Boundary Value Problem Requiring Quarterwave Symmetry

[TheJfactors]

I can't seem to find an explicit or analytical solution to a boundary value problem and thought I might ask those more knowledgeable on the subject than me.
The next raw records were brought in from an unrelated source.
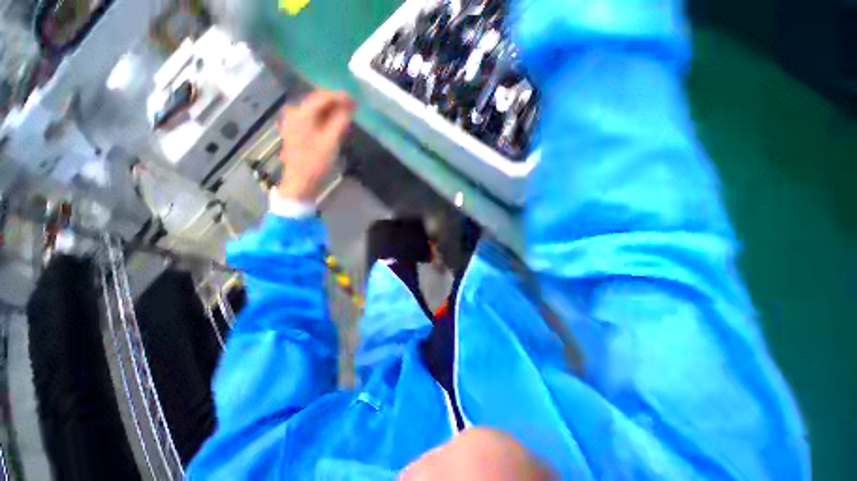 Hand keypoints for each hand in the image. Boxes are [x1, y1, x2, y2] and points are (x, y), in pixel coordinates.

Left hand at [276, 90, 355, 201]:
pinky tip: (334, 124)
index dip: (340, 97)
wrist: (301, 182)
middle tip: (353, 107)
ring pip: (315, 111)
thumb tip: (350, 106)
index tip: (355, 100)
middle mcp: (294, 113)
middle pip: (317, 102)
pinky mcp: (296, 132)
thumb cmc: (316, 162)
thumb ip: (341, 121)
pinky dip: (325, 119)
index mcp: (301, 113)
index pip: (322, 97)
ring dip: (331, 112)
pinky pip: (312, 119)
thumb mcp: (331, 141)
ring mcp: (293, 122)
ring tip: (347, 116)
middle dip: (336, 103)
If t is an independent variable and m(t) and n(t) are two dependent variables with the following 8 constraints:

a) m' =0 @T=0 and t=pi/2 b) n' =0 @T=0 and t=pi/2
c) m' ' =0 @T=0 and t=pi/2 d) n' ' =0 @T=0 and t=pi/2

I need to solve the following differential equation:

(((1+1/4)+((pi/2-t)+m)/pi)∙(1+m^' )+((3-1/4)-((pi/2-t)-n)/pi)∙(1-n^' )) + (((1+1/4)+(t+m)/pi)∙(1+m^' )+((3-1/4)-(t-n)/pi)∙(1-n^' )) = 1

for m(t) and n(t), you can assume a profile for one of them as long as it is satisfies the conditions listed above. Thus far I've had no luck finding a profile for both that can satisfy those boundary conditions.

 

[TheJfactors]

Here's a slightly easier to read version, I didn't see the formatting errors when I copied it over from equation editor:
$(((1+\frac{1}{4})+\frac{(\frac{pi}{2}-t)+m}{pi})∙(1+m' )+((3-\frac{1}{4})-\frac{(\frac{pi}{2}-t)-n}{pi})∙(1-n' )) + (((1+\frac{1}{4})+\frac{t+m}{pi})∙(1+m' )+((3-\frac{1}{4})-\frac{t-n}{pi})∙(1-n' )) = 1$